- [Provided information]
#####

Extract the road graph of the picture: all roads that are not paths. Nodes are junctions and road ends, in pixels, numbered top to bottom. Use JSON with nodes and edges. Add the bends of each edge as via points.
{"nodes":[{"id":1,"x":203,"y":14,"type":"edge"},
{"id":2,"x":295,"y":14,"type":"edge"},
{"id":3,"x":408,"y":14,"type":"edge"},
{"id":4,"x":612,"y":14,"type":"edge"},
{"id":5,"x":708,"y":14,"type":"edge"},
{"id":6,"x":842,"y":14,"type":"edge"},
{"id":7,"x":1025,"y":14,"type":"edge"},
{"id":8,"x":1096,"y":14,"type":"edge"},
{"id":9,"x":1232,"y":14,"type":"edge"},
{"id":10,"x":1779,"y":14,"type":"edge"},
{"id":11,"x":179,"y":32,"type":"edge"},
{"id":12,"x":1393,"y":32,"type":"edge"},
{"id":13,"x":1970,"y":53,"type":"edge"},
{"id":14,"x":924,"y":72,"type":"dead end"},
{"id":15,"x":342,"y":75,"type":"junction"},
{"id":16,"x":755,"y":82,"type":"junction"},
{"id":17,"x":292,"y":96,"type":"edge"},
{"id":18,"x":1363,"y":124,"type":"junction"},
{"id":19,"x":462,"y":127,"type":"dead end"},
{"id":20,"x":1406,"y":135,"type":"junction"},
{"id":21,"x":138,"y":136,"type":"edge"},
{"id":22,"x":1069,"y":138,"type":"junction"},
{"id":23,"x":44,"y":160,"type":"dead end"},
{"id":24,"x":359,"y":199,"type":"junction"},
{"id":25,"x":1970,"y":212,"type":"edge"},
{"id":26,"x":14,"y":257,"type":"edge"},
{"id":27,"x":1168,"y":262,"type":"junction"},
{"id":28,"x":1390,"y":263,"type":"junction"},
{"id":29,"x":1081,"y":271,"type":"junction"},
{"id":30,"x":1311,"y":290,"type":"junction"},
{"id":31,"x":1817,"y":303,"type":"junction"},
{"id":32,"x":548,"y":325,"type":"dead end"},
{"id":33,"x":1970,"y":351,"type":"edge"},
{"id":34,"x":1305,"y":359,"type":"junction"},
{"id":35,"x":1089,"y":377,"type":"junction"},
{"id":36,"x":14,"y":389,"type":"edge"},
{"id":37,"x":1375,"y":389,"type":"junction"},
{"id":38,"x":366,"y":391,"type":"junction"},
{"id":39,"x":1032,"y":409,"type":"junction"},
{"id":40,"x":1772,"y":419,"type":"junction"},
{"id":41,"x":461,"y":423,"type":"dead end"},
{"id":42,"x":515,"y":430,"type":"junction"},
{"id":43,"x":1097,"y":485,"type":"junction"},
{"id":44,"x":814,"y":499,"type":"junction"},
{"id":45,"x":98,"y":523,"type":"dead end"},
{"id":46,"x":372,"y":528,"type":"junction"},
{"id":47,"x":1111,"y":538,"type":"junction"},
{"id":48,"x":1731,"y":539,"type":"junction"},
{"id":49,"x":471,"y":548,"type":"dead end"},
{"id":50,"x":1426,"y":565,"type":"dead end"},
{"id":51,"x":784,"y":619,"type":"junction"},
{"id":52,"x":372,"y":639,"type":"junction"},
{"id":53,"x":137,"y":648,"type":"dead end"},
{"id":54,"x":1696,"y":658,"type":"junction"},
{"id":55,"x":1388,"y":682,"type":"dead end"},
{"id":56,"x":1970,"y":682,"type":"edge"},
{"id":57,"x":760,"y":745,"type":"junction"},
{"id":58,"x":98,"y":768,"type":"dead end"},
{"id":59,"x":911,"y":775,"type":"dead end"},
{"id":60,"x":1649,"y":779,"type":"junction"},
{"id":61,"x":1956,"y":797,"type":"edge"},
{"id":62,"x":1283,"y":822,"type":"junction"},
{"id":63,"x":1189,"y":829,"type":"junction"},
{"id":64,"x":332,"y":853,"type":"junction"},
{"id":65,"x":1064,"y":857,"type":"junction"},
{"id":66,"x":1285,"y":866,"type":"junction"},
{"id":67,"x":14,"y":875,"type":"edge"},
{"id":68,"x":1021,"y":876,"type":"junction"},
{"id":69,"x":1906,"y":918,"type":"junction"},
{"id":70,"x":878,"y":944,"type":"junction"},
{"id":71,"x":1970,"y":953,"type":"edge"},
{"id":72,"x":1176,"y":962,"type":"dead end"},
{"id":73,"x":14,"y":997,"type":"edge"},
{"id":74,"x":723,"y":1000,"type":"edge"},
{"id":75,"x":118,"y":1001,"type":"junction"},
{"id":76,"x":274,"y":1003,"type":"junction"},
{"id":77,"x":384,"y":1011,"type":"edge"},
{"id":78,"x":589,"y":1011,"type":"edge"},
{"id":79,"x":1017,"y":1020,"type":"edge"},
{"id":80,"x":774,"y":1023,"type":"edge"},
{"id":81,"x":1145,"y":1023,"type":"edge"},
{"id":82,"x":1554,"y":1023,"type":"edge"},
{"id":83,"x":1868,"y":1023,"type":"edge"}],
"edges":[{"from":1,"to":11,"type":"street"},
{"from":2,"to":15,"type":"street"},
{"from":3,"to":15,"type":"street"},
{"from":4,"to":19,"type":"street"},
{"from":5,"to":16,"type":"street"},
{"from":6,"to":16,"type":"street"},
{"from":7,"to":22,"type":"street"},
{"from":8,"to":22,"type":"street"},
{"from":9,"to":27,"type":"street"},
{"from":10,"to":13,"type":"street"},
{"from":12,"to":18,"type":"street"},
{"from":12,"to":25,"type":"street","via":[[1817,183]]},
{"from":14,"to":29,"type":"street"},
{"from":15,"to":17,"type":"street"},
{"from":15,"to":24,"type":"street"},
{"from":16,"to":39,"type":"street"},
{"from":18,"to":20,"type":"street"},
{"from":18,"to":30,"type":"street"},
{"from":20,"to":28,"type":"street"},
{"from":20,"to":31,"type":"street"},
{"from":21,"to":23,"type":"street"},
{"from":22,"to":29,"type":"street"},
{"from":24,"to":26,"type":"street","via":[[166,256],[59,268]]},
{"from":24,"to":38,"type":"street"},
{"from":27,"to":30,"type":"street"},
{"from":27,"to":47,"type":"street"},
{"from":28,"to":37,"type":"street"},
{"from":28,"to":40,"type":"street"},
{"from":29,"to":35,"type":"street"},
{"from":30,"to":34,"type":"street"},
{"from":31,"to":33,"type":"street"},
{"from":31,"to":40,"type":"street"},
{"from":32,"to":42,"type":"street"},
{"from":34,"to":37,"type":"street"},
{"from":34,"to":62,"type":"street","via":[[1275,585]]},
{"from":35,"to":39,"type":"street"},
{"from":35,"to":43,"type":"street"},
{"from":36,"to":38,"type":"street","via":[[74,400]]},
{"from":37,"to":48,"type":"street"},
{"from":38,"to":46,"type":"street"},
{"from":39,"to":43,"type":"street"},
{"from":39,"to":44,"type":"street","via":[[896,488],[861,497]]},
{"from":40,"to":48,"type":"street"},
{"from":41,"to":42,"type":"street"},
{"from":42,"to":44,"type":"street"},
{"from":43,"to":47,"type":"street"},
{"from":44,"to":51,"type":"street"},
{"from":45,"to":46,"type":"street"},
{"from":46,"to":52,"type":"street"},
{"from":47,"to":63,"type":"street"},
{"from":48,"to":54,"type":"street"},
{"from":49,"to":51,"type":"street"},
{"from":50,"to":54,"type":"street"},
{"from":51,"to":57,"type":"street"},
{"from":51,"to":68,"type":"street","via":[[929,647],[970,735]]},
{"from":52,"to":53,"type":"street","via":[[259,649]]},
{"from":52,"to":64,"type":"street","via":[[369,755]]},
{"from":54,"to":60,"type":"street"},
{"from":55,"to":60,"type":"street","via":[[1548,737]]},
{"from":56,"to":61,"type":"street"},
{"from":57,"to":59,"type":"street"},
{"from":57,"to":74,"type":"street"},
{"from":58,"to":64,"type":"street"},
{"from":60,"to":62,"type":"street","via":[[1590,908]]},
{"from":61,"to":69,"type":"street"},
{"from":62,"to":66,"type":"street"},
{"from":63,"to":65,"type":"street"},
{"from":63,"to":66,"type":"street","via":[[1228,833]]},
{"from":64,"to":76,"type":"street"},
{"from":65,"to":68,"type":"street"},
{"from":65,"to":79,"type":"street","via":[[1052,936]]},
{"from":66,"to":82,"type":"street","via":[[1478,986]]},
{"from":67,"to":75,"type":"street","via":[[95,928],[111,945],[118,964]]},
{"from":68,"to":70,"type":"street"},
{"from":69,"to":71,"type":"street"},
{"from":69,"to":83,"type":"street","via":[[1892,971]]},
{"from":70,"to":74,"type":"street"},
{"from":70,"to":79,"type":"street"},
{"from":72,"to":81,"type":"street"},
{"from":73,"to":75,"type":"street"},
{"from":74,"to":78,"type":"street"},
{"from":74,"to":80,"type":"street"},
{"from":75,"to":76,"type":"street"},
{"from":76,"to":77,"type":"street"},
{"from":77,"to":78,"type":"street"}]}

#####

Which lines of the records contain "nodes"? Show each of them.

- [Response to the task]
Extract the road graph of the picture: all roads that are not paths. Nodes are junctions and road ends, in pixels, numbered top to bottom. Use JSON with nodes and edges. Add the bends of each edge as via points.
{"nodes":[{"id":1,"x":203,"y":14,"type":"edge"},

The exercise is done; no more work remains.